[[ Provided records open ]]
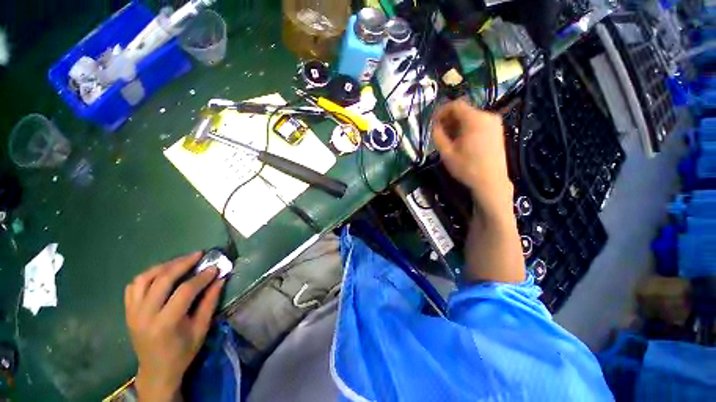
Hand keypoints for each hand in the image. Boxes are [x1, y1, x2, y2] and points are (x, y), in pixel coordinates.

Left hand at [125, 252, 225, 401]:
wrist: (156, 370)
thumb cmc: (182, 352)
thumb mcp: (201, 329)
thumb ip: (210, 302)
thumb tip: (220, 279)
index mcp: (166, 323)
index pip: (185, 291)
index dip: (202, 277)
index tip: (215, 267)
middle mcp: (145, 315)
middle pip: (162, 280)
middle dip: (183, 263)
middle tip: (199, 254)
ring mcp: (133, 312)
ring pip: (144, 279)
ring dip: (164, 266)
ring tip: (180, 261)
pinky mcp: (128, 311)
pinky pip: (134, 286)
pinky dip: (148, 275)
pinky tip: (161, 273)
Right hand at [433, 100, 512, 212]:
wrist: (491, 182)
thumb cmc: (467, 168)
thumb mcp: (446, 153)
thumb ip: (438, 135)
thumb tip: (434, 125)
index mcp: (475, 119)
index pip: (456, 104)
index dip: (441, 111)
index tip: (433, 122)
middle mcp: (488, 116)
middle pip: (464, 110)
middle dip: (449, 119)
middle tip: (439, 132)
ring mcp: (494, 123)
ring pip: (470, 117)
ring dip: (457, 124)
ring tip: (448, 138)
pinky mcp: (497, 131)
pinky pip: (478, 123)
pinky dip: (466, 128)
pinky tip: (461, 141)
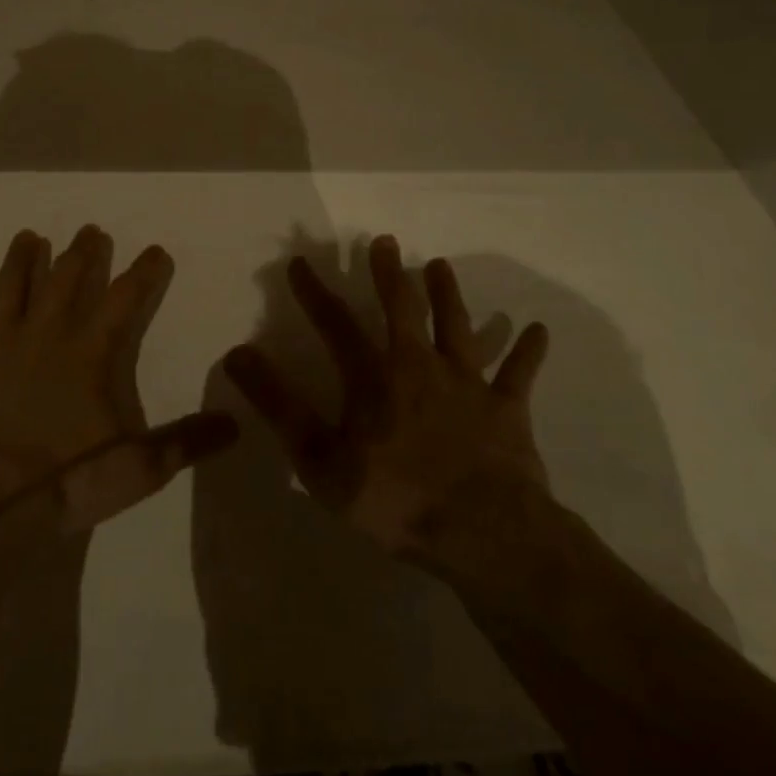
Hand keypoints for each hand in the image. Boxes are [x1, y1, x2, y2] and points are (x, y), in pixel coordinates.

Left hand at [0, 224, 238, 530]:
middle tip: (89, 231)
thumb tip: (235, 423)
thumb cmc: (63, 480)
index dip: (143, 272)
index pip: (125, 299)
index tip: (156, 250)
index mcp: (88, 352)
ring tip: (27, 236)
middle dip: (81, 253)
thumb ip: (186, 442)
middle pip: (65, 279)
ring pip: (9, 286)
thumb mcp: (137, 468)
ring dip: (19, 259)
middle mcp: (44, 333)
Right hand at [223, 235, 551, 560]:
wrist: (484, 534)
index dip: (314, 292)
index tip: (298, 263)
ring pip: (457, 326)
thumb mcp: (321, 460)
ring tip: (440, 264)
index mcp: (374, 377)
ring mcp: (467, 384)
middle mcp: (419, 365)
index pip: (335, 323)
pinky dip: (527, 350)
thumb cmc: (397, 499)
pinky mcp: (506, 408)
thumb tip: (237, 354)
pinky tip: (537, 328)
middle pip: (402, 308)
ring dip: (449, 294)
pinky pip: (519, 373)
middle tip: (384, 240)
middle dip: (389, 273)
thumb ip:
[[ Provided records closed ]]
* Aim of the task: Copy out precisely the lines from the line with "ring mcp: (133, 312)" to the line with "index dip: (441, 111)" in the material above, including those two lines and omitting all the rest.

* Result of this exercise:
ring mcp: (133, 312)
ring pip: (144, 279)
ring dip: (164, 266)
ring tip: (180, 261)
pinky mcp: (128, 311)
pinky pip: (134, 286)
pinky dip: (148, 275)
pinky tip: (161, 273)
Right hand at [433, 100, 512, 212]:
wrist: (491, 182)
thumb cmc: (467, 168)
thumb mcp: (446, 153)
thumb ip: (438, 135)
thumb tip: (434, 125)
index mcp: (475, 119)
index pip: (456, 104)
index dip: (441, 111)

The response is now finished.